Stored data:
━━━━━━━━━━
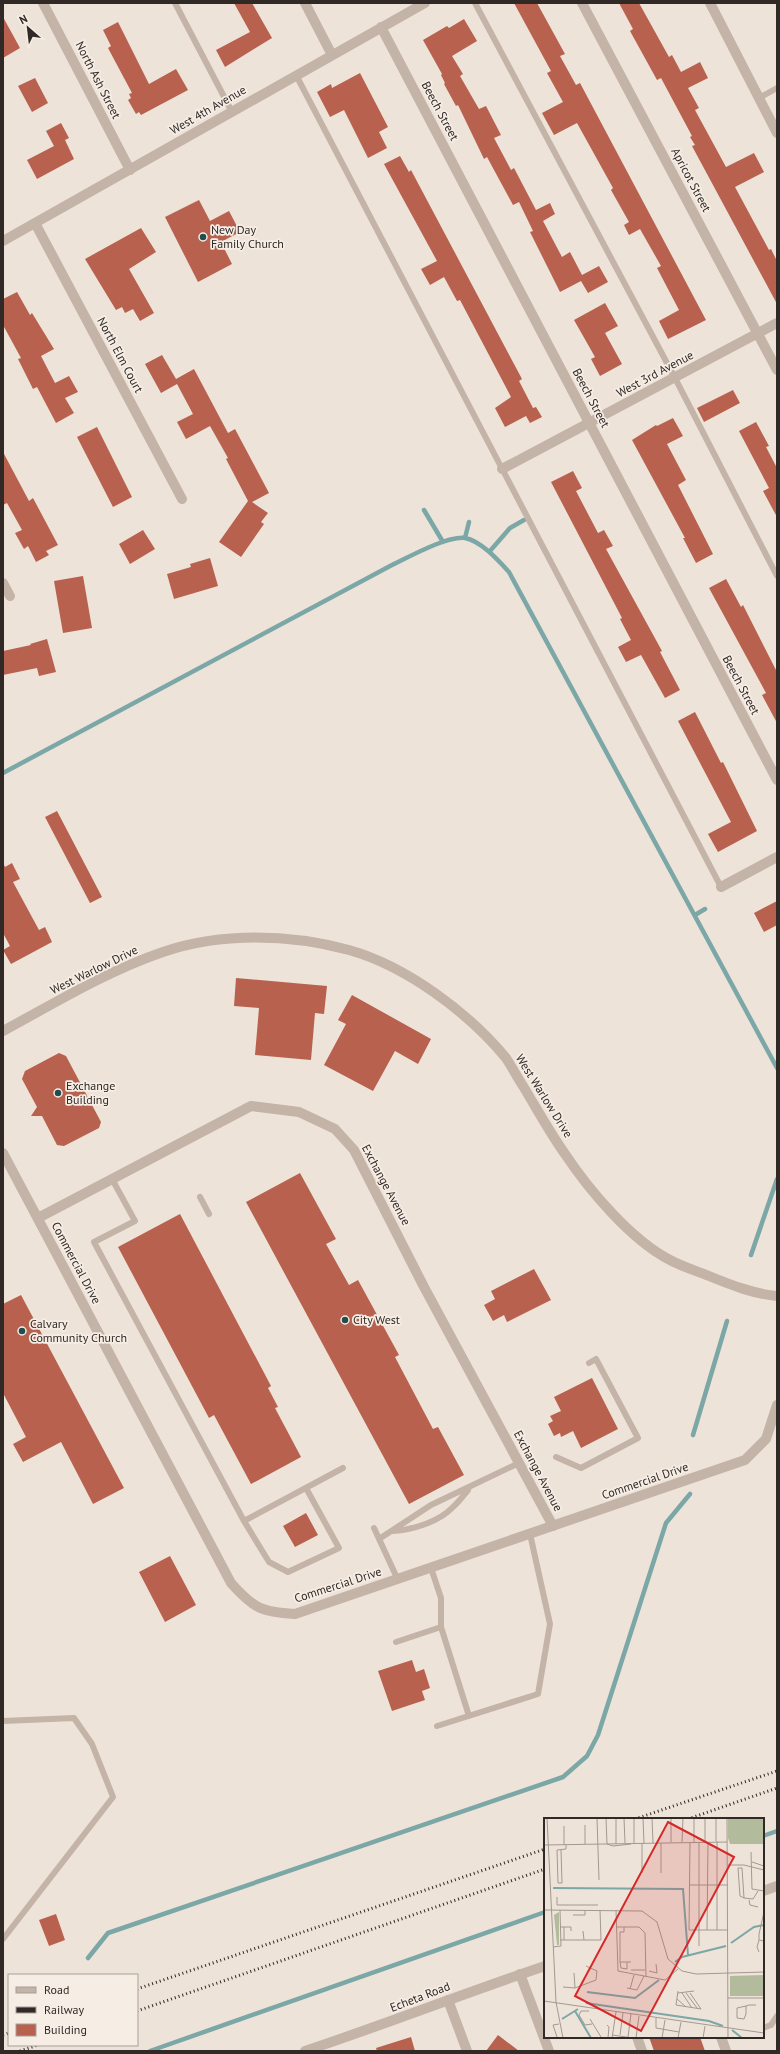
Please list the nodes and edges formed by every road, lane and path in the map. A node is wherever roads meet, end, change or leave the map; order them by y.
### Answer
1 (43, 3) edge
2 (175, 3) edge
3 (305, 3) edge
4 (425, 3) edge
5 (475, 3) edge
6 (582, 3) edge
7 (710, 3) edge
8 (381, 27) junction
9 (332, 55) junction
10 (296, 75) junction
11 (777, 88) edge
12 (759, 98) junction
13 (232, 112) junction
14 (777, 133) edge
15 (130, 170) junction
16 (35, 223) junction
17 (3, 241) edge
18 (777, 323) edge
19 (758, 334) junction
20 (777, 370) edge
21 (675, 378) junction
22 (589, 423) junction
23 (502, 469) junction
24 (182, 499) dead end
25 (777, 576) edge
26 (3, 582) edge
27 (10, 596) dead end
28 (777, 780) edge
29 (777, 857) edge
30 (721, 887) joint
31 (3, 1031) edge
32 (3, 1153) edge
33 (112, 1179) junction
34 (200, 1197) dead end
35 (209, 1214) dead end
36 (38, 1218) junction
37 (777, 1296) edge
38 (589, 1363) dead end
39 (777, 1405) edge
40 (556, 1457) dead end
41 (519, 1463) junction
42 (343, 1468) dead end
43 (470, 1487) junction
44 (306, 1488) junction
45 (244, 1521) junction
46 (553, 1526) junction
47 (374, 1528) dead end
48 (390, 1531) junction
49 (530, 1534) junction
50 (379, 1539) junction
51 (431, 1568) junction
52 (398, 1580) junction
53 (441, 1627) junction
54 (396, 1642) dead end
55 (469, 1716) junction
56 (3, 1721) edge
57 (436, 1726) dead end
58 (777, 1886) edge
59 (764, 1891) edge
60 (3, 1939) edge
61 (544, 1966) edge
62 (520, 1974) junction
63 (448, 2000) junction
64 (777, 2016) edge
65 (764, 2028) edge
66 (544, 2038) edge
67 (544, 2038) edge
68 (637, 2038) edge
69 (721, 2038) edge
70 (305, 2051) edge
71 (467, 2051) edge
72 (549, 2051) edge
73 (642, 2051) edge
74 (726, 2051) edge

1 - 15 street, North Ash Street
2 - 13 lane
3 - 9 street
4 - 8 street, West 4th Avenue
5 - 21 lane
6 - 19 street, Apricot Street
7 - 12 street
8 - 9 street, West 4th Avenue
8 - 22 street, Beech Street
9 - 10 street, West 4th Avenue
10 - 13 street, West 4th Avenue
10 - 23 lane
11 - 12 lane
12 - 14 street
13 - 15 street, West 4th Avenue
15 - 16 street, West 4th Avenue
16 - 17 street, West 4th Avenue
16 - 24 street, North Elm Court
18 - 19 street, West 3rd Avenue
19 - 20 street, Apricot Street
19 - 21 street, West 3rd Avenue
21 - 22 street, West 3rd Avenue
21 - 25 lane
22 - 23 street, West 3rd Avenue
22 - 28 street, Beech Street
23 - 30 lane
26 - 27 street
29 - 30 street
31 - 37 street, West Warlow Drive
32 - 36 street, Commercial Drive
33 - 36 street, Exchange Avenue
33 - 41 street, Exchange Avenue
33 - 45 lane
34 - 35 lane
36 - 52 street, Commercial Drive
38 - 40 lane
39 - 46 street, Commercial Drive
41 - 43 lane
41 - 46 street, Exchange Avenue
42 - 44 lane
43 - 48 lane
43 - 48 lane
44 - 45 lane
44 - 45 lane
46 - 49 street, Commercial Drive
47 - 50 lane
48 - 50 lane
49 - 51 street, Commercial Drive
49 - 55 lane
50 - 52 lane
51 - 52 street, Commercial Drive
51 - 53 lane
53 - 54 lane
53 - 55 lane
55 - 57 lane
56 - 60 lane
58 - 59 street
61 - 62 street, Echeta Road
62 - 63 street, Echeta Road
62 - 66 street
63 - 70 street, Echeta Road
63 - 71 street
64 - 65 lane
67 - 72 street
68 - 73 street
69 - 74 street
━━━━━━━━━━
Using the data above, return every line that contains the string "Apricot".

Result below:
6 - 19 street, Apricot Street
19 - 20 street, Apricot Street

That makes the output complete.